The Limited Times

Now you can see non-English news...

Long Heritage: The Jews of Sudan Israel today

2020-10-24T18:23:45.824Z


| Around the Jewish worldThe Jewish community, which was based in the capital Khartoum, disappeared from the country about 50 years ago, but the evidence for its existence extends throughout history. The announcement of the normalization of relations between Israel and Sudan yesterday (Friday) does not take place in a vacuum, since Jewish history in the African country is long and fascinating. In November last year, Sud


The Jewish community, which was based in the capital Khartoum, disappeared from the country about 50 years ago, but the evidence for its existence extends throughout history.

The announcement of the normalization of relations between Israel and Sudan yesterday (Friday) does not take place in a vacuum, since Jewish history in the African country is long and fascinating.

In November last year, Sudanese Jew Nasr a-Din Mufrah, the Minister of Religious Affairs, called for her to return to it as part of its reconstruction after the overthrow of dictator Omar al-Bashir about six months earlier.

The Jewish community, centered in the capital Khartoum, disappeared from the country about 50 years ago.

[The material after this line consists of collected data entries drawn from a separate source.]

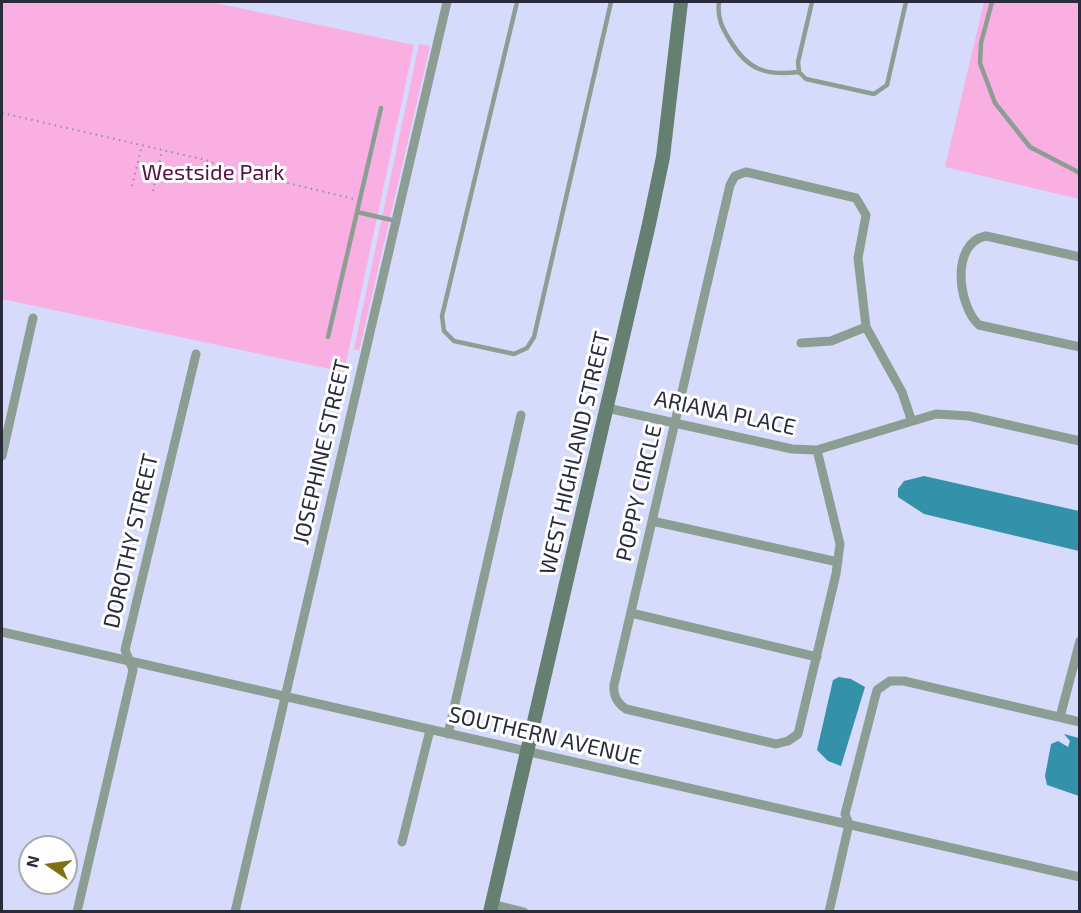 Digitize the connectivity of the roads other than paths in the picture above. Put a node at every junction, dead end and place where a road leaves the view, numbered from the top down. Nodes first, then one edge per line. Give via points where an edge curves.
1 (447, 2) edge
2 (517, 2) edge
3 (611, 2) edge
4 (681, 2) edge
5 (718, 2) edge
6 (812, 2) edge
7 (906, 2) edge
8 (992, 2) edge
9 (799, 72) junction
10 (381, 108) dead end
11 (1080, 173) edge
12 (357, 212) junction
13 (396, 221) junction
14 (1080, 257) edge
15 (33, 318) dead end
16 (866, 327) junction
17 (328, 337) dead end
18 (801, 343) dead end
19 (1080, 347) edge
20 (196, 354) dead end
21 (607, 408) junction
22 (521, 415) dead end
23 (911, 419) junction
24 (675, 423) junction
25 (1080, 441) edge
26 (817, 450) junction
27 (2, 456) edge
28 (652, 521) junction
29 (838, 562) junction
30 (631, 613) junction
31 (2, 632) edge
32 (1080, 641) edge
33 (817, 657) junction
34 (129, 661) junction
35 (285, 696) junction
36 (1060, 717) junction
37 (1080, 722) edge
38 (430, 730) junction
39 (448, 734) junction
40 (526, 751) junction
41 (849, 824) junction
42 (402, 842) dead end
43 (1079, 876) edge
44 (491, 908) edge
45 (77, 912) edge
46 (235, 912) edge
47 (524, 912) edge
48 (829, 912) edge

1 - 13 street, JOSEPHINE STREET
2 - 3 lane via 442,316 444,331 454,341 514,354 527,348 534,337
4 - 21 street, WEST HIGHLAND STREET via 663,157
5 - 9 lane via 720,21 741,58 760,70
6 - 9 lane
7 - 9 lane via 887,85 882,91 866,93 843,88 806,79
8 - 11 lane via 980,63 995,103 1030,147
10 - 12 lane
12 - 13 lane
12 - 17 lane
13 - 35 street, JOSEPHINE STREET
14 - 19 street via 986,236 967,246 961,274 969,314 979,325
15 - 27 street
16 - 18 street via 831,341
16 - 23 street, POPPY CIRCLE via 902,392
16 - 24 street, POPPY CIRCLE via 858,258 866,215 860,202 739,173 730,185
20 - 34 street, DOROTHY STREET via 125,650
21 - 24 street, ARIANA PLACE
21 - 40 street, WEST HIGHLAND STREET
22 - 39 street
23 - 25 street, ARIANA PLACE via 936,414 969,416
23 - 26 street, ARIANA PLACE
24 - 26 street, ARIANA PLACE via 782,448
24 - 28 street, POPPY CIRCLE
26 - 29 street, POPPY CIRCLE via 839,537
28 - 29 street
28 - 30 street, POPPY CIRCLE
29 - 33 street, POPPY CIRCLE
30 - 33 street
30 - 33 street, POPPY CIRCLE via 613,692 626,709 776,744 788,741 794,739 800,728
31 - 34 street, SOUTHERN AVENUE
32 - 36 street
34 - 35 street, SOUTHERN AVENUE
34 - 45 street, DOROTHY STREET via 133,670
35 - 38 street, SOUTHERN AVENUE
35 - 46 street, JOSEPHINE STREET
36 - 37 street
36 - 41 street via 903,681 884,684 873,697 845,814
38 - 39 street, SOUTHERN AVENUE
38 - 42 street
39 - 40 street, SOUTHERN AVENUE
40 - 41 street, SOUTHERN AVENUE
40 - 44 street, WEST HIGHLAND STREET
41 - 43 street, SOUTHERN AVENUE
41 - 48 street
44 - 47 street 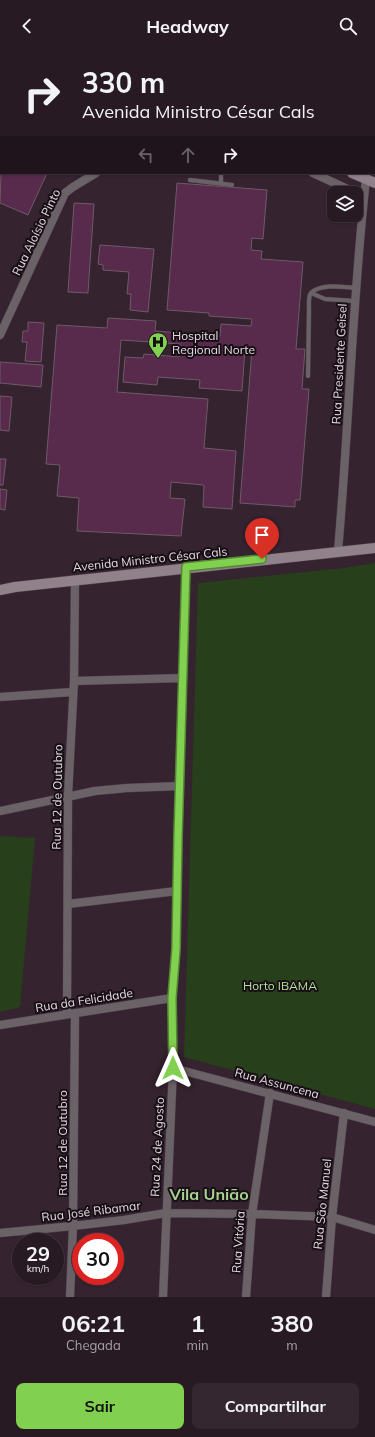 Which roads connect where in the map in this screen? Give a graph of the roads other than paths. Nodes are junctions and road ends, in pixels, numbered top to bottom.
1 (94, 174) edge
2 (221, 174) edge
3 (315, 174) edge
4 (354, 174) edge
5 (190, 180) dead end
6 (370, 181) edge
7 (221, 184) junction
8 (232, 185) dead end
9 (341, 186) edge
10 (364, 197) joint
11 (356, 288) junction
12 (311, 293) junction
13 (355, 301) junction
14 (0, 335) edge
15 (308, 376) dead end
16 (375, 548) edge
17 (338, 551) junction
18 (186, 567) junction
19 (75, 580) junction
20 (0, 590) edge
21 (183, 678) junction
22 (74, 681) junction
23 (72, 692) junction
24 (0, 697) edge
25 (180, 786) junction
26 (68, 796) junction
27 (0, 811) edge
28 (177, 891) junction
29 (68, 904) junction
30 (172, 998) junction
31 (71, 1014) junction
32 (0, 1025) edge
33 (173, 1068) junction
34 (270, 1093) junction
35 (344, 1114) junction
36 (375, 1122) edge
37 (166, 1213) junction
38 (252, 1214) junction
39 (332, 1217) junction
40 (73, 1226) junction
41 (375, 1230) edge
42 (0, 1233) edge
43 (70, 1297) edge
44 (163, 1297) edge
45 (246, 1297) edge
46 (326, 1297) edge

1 - 14 street, Rua Aloísio Pinto
2 - 7 lane
3 - 9 street
4 - 6 main road
5 - 7 lane
6 - 10 street, Rua Presidente Geisel
7 - 8 lane
10 - 11 street, Rua Presidente Geisel
11 - 12 lane
11 - 13 street, Rua Presidente Geisel
12 - 13 lane
12 - 15 lane
13 - 17 street, Rua Presidente Geisel
16 - 17 main road, Avenida Ministro César Cals
17 - 18 main road, Avenida Ministro César Cals
18 - 19 main road, Avenida Ministro César Cals
18 - 21 street, Rua 24 de Agosto
19 - 20 main road, Avenida Ministro César Cals
19 - 22 street, Rua 12 de Outubro
21 - 22 street
21 - 25 street, Rua 24 de Agosto
22 - 23 street, Rua 12 de Outubro
23 - 24 street
23 - 26 street, Rua 12 de Outubro
25 - 26 street
25 - 28 street, Rua 24 de Agosto
26 - 27 street
26 - 29 street, Rua 12 de Outubro
28 - 29 street
28 - 30 street, Rua 24 de Agosto
29 - 31 street, Rua 12 de Outubro
30 - 31 street, Rua da Felicidade
30 - 33 street, Rua 24 de Agosto
31 - 32 street, Rua da Felicidade
31 - 40 street, Rua 12 de Outubro
33 - 34 street, Rua Assuncena
33 - 37 street, Rua 24 de Agosto
34 - 35 street, Rua Assuncena
34 - 38 street, Rua Vitória
35 - 36 street, Rua Assuncena
35 - 39 street, Rua São Manuel
37 - 38 street, Rua José Ribamar
37 - 40 street, Rua José Ribamar
37 - 44 street, Rua 24 de Agosto
38 - 39 street, Rua José Ribamar
38 - 45 street, Rua Vitória
39 - 41 street, Rua José Ribamar
39 - 46 street, Rua São Manuel
40 - 42 street, Rua José Ribamar
40 - 43 street, Rua 12 de Outubro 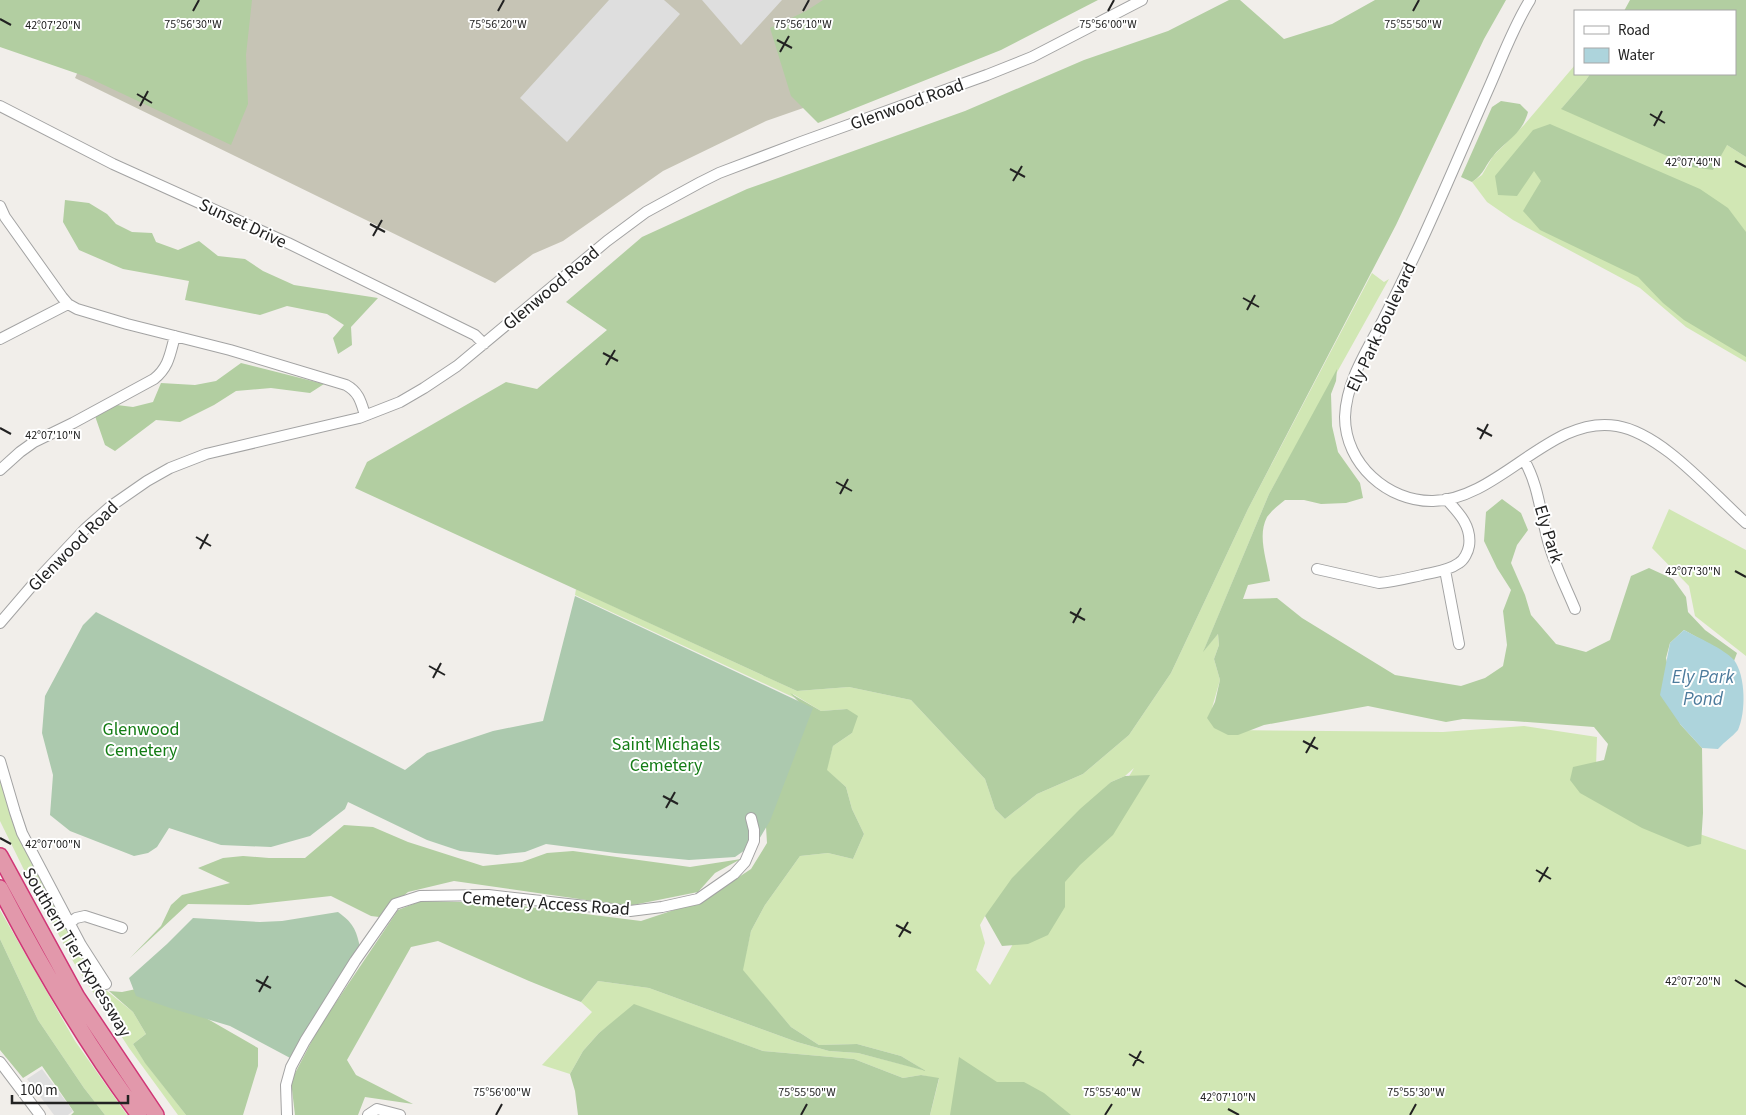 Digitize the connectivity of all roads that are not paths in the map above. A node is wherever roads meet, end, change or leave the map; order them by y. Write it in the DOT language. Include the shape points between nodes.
graph roads {
  1 [pos="1142,0"];
  2 [pos="1530,0"];
  3 [pos="0,106"];
  4 [pos="0,206"];
  5 [pos="3,218"];
  6 [pos="68,304"];
  7 [pos="175,336"];
  8 [pos="0,339"];
  9 [pos="484,344"];
  10 [pos="365,415"];
  11 [pos="1524,460"];
  12 [pos="0,470"];
  13 [pos="1446,499"];
  14 [pos="1746,523"];
  15 [pos="1316,569"];
  16 [pos="1445,570"];
  17 [pos="1575,609"];
  18 [pos="0,624"];
  19 [pos="1459,644"];
  20 [pos="0,761"];
  21 [pos="751,818"];
  22 [pos="0,856"];
  23 [pos="0,888"];
  24 [pos="69,924"];
  25 [pos="122,928"];
  26 [pos="106,984"];
  27 [pos="0,1062"];
  28 [pos="40,1115"];
  29 [pos="139,1115"];
  30 [pos="156,1115"];
  31 [pos="287,1115"];
  32 [pos="368,1115"];
  33 [pos="400,1115"];
  1 -- 9 [label="street, Glenwood Road" via="1032,57 701,182 646,212 607,241"];
  2 -- 13 [label="street, Ely Park Boulevard" via="1504,50 1421,242 1355,374 1346,401 1346,427 1351,447 1361,465 1376,481 1413,500"];
  3 -- 9 [label="street, Sunset Drive" via="113,164 288,243 475,336"];
  4 -- 5 [label="street"];
  5 -- 6 [label="street"];
  6 -- 7 [label="street"];
  6 -- 8 [label="street"];
  7 -- 10 [label="street" via="346,384 359,396"];
  7 -- 12 [label="street" via="168,363 154,379 34,442"];
  9 -- 10 [label="street, Glenwood Road" via="424,388 400,402"];
  10 -- 18 [label="street, Glenwood Road" via="206,454 147,481 85,529"];
  11 -- 13 [label="street, Ely Park Boulevard" via="1474,490"];
  11 -- 14 [label="street, Ely Park Boulevard" via="1575,430 1617,426 1637,431 1687,468"];
  11 -- 17 [label="street, Ely Park" via="1532,474 1552,554"];
  13 -- 16 [label="street" via="1457,510 1470,537 1468,551 1460,562"];
  15 -- 16 [label="street" via="1379,583"];
  16 -- 19 [label="street"];
  20 -- 24 [label="street" via="22,833"];
  21 -- 31 [label="street, Cemetery Access Road" via="754,841 745,862 734,874 698,899 630,911 488,895 420,896 395,904 291,1068 286,1085"];
  22 -- 30 [label="highway, Southern Tier Expressway" via="77,997"];
  23 -- 29 [label="highway, Southern Tier Expressway" via="64,1002"];
  24 -- 25 [label="street" via="85,916"];
  24 -- 26 [label="street"];
  27 -- 28 [label="street"];
  32 -- 33 [label="street" via="378,1109"];
}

However, there is evidence that in 1986, six Jews still lived in Khartoum under the leadership of Henry al-Aini.

Photo: Roi Avraham / GPO

The community was founded in the late 19th century when Faraj Shua came to Khartoum from the nearby Umm Dorman community, and established a small synagogue in a rented house.

In the same year, Rabbi Solomon (Shlomo) Malka arrived from Umm Dorman and began religious activity.

Joseph Forty, branch manager of the textile company Natan & Co., was elected president of the community, and it purchased a large plot of land in the middle of Victoria Avenue.

A large and magnificent Spanish-style synagogue was built on it, with room for five hundred worshipers.

Construction was completed in 1926.

Rabbi Malka, who later authored a summary of the Torah commentary, conducted the reading.

The prayer was conducted in the Spanish style, which included customs from Morocco and Egypt.

In the 1930s and 1940s, many Jews came from Egypt who served in various positions in the British administration, most notably in banks, Egyptian commercial companies, and Jewish-owned companies.

They settled in Khartoum alongside Jews from Israel, Germany and England.

Disintegration of the community

In the 1940s and 1950s, the Khartoum community reached its peak and numbered about a thousand people.

After the death of Rabbi Malka, the rabbis of Matzliach and Chaim Simoni served as heads of the community for short periods.

After them he served as Rabbi Massoud al-Az from Cairo until the early 1970s.

On the eve of the independence of Sudan in 1956, many Jews left Sudan.

A year later a wave of immigration was recorded.

After Numiiri came to power in 1969, the property of the Jews who had left Sudan was expropriated.

By the 1970s most of the rest had left and the community had actually disbanded.

A small number of Sudanese Jews have come to Israel over the years.

Following the destruction of graves in the Jewish cemetery in Khartoum, in 1975 the bones of the dead were transferred to Jerusalem.

Another point connects Sudan specifically to Ethiopian Jews: in Operation Moshe in 1985, about 7,000 immigrants from Ethiopia arrived in Sudan, where they boarded planes that took them to Europe and from there to Israel.

Source: israelhayom

All news articles on 2020-10-24

You may like

Trends 24h

Latest

© Communities 2019 - Privacy

The information on this site is from external sources that are not under our control.
The inclusion of any links does not necessarily imply a recommendation or endorse the views expressed within them.